Material for the task: Begin
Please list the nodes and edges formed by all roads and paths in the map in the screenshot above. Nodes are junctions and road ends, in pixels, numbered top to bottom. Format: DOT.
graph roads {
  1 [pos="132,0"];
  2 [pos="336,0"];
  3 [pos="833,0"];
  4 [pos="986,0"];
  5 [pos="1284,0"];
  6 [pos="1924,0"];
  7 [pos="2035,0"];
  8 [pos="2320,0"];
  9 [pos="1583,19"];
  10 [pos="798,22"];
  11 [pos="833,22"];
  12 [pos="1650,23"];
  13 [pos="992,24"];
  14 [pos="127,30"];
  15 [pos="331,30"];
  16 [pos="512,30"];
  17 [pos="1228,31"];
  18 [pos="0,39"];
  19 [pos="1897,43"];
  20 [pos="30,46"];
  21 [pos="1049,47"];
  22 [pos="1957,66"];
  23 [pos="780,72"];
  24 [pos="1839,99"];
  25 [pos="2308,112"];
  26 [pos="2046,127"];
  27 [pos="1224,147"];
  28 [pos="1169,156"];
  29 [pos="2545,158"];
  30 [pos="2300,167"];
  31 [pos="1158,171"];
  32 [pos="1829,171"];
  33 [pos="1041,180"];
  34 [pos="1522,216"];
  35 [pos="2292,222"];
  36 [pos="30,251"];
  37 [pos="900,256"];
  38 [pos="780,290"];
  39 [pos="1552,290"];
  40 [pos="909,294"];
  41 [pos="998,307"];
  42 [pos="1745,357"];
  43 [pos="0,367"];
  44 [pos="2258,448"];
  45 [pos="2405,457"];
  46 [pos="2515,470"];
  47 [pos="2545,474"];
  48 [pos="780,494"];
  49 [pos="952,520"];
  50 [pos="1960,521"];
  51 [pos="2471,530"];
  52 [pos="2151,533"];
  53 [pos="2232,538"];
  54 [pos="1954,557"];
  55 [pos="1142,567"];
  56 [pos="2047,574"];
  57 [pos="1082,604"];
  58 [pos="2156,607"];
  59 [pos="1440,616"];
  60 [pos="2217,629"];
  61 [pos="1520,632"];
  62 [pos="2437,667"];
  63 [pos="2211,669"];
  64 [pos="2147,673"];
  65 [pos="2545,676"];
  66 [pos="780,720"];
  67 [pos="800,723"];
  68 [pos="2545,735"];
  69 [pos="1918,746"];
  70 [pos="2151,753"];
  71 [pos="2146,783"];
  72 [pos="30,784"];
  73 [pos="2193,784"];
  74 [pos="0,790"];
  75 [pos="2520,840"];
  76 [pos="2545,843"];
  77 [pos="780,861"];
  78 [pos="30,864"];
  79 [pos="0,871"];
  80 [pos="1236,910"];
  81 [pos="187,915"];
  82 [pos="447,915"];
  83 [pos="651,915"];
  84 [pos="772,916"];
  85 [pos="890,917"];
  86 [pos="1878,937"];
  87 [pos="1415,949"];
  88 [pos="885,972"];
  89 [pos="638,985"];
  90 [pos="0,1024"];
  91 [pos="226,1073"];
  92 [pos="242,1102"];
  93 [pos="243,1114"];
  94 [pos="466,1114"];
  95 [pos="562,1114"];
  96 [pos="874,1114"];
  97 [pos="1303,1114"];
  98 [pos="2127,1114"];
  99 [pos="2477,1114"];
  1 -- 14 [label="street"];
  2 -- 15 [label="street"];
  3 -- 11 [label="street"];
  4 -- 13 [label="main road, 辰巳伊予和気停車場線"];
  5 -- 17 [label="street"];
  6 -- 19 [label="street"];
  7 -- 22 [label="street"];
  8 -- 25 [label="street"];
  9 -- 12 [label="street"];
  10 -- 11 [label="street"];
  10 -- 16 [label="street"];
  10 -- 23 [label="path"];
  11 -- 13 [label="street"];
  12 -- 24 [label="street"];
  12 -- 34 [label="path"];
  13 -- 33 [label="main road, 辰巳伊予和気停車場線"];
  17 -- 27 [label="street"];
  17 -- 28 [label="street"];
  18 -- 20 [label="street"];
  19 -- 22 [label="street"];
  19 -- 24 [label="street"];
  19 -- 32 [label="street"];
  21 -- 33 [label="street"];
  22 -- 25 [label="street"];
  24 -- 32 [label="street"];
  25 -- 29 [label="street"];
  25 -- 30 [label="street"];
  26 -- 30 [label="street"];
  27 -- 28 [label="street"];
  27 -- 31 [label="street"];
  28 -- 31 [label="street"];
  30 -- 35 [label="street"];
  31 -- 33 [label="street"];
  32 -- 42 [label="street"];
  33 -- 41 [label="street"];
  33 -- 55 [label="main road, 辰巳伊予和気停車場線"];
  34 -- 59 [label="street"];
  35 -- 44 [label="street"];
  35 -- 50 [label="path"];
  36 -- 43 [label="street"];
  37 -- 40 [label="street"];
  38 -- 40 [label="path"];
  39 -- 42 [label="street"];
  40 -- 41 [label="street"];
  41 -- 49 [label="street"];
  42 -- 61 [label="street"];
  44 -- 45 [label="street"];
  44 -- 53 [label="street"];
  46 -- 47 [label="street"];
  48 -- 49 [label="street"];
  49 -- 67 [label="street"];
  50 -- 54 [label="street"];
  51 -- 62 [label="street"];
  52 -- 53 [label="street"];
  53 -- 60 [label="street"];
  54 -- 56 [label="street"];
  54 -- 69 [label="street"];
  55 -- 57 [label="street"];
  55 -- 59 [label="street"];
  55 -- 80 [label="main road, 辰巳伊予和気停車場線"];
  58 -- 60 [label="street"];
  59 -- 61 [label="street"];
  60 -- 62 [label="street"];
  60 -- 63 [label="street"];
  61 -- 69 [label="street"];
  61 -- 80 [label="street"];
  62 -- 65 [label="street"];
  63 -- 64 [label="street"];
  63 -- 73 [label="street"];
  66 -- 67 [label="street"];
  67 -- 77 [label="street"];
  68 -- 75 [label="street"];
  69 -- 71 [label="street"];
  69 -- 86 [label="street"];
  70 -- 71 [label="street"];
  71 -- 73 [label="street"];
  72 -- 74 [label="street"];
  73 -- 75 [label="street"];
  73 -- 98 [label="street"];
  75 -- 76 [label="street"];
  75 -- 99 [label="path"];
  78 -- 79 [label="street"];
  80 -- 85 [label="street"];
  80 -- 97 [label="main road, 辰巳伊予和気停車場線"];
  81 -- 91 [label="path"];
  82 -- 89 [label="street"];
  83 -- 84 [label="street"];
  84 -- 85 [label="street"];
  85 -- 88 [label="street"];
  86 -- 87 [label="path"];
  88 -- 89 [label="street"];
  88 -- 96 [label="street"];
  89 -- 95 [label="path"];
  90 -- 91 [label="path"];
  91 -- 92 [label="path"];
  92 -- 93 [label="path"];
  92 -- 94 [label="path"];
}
Material for the task: End
- [Task details]: Line by line, repeat everything in the records verbatim.

- [Response to this exercise]:
Please list the nodes and edges formed by all roads and paths in the map in the screenshot above. Nodes are junctions and road ends, in pixels, numbered top to bottom. Format: DOT.
graph roads {
  1 [pos="132,0"];
  2 [pos="336,0"];
  3 [pos="833,0"];
  4 [pos="986,0"];
  5 [pos="1284,0"];
  6 [pos="1924,0"];
  7 [pos="2035,0"];
  8 [pos="2320,0"];
  9 [pos="1583,19"];
  10 [pos="798,22"];
  11 [pos="833,22"];
  12 [pos="1650,23"];
  13 [pos="992,24"];
  14 [pos="127,30"];
  15 [pos="331,30"];
  16 [pos="512,30"];
  17 [pos="1228,31"];
  18 [pos="0,39"];
  19 [pos="1897,43"];
  20 [pos="30,46"];
  21 [pos="1049,47"];
  22 [pos="1957,66"];
  23 [pos="780,72"];
  24 [pos="1839,99"];
  25 [pos="2308,112"];
  26 [pos="2046,127"];
  27 [pos="1224,147"];
  28 [pos="1169,156"];
  29 [pos="2545,158"];
  30 [pos="2300,167"];
  31 [pos="1158,171"];
  32 [pos="1829,171"];
  33 [pos="1041,180"];
  34 [pos="1522,216"];
  35 [pos="2292,222"];
  36 [pos="30,251"];
  37 [pos="900,256"];
  38 [pos="780,290"];
  39 [pos="1552,290"];
  40 [pos="909,294"];
  41 [pos="998,307"];
  42 [pos="1745,357"];
  43 [pos="0,367"];
  44 [pos="2258,448"];
  45 [pos="2405,457"];
  46 [pos="2515,470"];
  47 [pos="2545,474"];
  48 [pos="780,494"];
  49 [pos="952,520"];
  50 [pos="1960,521"];
  51 [pos="2471,530"];
  52 [pos="2151,533"];
  53 [pos="2232,538"];
  54 [pos="1954,557"];
  55 [pos="1142,567"];
  56 [pos="2047,574"];
  57 [pos="1082,604"];
  58 [pos="2156,607"];
  59 [pos="1440,616"];
  60 [pos="2217,629"];
  61 [pos="1520,632"];
  62 [pos="2437,667"];
  63 [pos="2211,669"];
  64 [pos="2147,673"];
  65 [pos="2545,676"];
  66 [pos="780,720"];
  67 [pos="800,723"];
  68 [pos="2545,735"];
  69 [pos="1918,746"];
  70 [pos="2151,753"];
  71 [pos="2146,783"];
  72 [pos="30,784"];
  73 [pos="2193,784"];
  74 [pos="0,790"];
  75 [pos="2520,840"];
  76 [pos="2545,843"];
  77 [pos="780,861"];
  78 [pos="30,864"];
  79 [pos="0,871"];
  80 [pos="1236,910"];
  81 [pos="187,915"];
  82 [pos="447,915"];
  83 [pos="651,915"];
  84 [pos="772,916"];
  85 [pos="890,917"];
  86 [pos="1878,937"];
  87 [pos="1415,949"];
  88 [pos="885,972"];
  89 [pos="638,985"];
  90 [pos="0,1024"];
  91 [pos="226,1073"];
  92 [pos="242,1102"];
  93 [pos="243,1114"];
  94 [pos="466,1114"];
  95 [pos="562,1114"];
  96 [pos="874,1114"];
  97 [pos="1303,1114"];
  98 [pos="2127,1114"];
  99 [pos="2477,1114"];
  1 -- 14 [label="street"];
  2 -- 15 [label="street"];
  3 -- 11 [label="street"];
  4 -- 13 [label="main road, 辰巳伊予和気停車場線"];
  5 -- 17 [label="street"];
  6 -- 19 [label="street"];
  7 -- 22 [label="street"];
  8 -- 25 [label="street"];
  9 -- 12 [label="street"];
  10 -- 11 [label="street"];
  10 -- 16 [label="street"];
  10 -- 23 [label="path"];
  11 -- 13 [label="street"];
  12 -- 24 [label="street"];
  12 -- 34 [label="path"];
  13 -- 33 [label="main road, 辰巳伊予和気停車場線"];
  17 -- 27 [label="street"];
  17 -- 28 [label="street"];
  18 -- 20 [label="street"];
  19 -- 22 [label="street"];
  19 -- 24 [label="street"];
  19 -- 32 [label="street"];
  21 -- 33 [label="street"];
  22 -- 25 [label="street"];
  24 -- 32 [label="street"];
  25 -- 29 [label="street"];
  25 -- 30 [label="street"];
  26 -- 30 [label="street"];
  27 -- 28 [label="street"];
  27 -- 31 [label="street"];
  28 -- 31 [label="street"];
  30 -- 35 [label="street"];
  31 -- 33 [label="street"];
  32 -- 42 [label="street"];
  33 -- 41 [label="street"];
  33 -- 55 [label="main road, 辰巳伊予和気停車場線"];
  34 -- 59 [label="street"];
  35 -- 44 [label="street"];
  35 -- 50 [label="path"];
  36 -- 43 [label="street"];
  37 -- 40 [label="street"];
  38 -- 40 [label="path"];
  39 -- 42 [label="street"];
  40 -- 41 [label="street"];
  41 -- 49 [label="street"];
  42 -- 61 [label="street"];
  44 -- 45 [label="street"];
  44 -- 53 [label="street"];
  46 -- 47 [label="street"];
  48 -- 49 [label="street"];
  49 -- 67 [label="street"];
  50 -- 54 [label="street"];
  51 -- 62 [label="street"];
  52 -- 53 [label="street"];
  53 -- 60 [label="street"];
  54 -- 56 [label="street"];
  54 -- 69 [label="street"];
  55 -- 57 [label="street"];
  55 -- 59 [label="street"];
  55 -- 80 [label="main road, 辰巳伊予和気停車場線"];
  58 -- 60 [label="street"];
  59 -- 61 [label="street"];
  60 -- 62 [label="street"];
  60 -- 63 [label="street"];
  61 -- 69 [label="street"];
  61 -- 80 [label="street"];
  62 -- 65 [label="street"];
  63 -- 64 [label="street"];
  63 -- 73 [label="street"];
  66 -- 67 [label="street"];
  67 -- 77 [label="street"];
  68 -- 75 [label="street"];
  69 -- 71 [label="street"];
  69 -- 86 [label="street"];
  70 -- 71 [label="street"];
  71 -- 73 [label="street"];
  72 -- 74 [label="street"];
  73 -- 75 [label="street"];
  73 -- 98 [label="street"];
  75 -- 76 [label="street"];
  75 -- 99 [label="path"];
  78 -- 79 [label="street"];
  80 -- 85 [label="street"];
  80 -- 97 [label="main road, 辰巳伊予和気停車場線"];
  81 -- 91 [label="path"];
  82 -- 89 [label="street"];
  83 -- 84 [label="street"];
  84 -- 85 [label="street"];
  85 -- 88 [label="street"];
  86 -- 87 [label="path"];
  88 -- 89 [label="street"];
  88 -- 96 [label="street"];
  89 -- 95 [label="path"];
  90 -- 91 [label="path"];
  91 -- 92 [label="path"];
  92 -- 93 [label="path"];
  92 -- 94 [label="path"];
}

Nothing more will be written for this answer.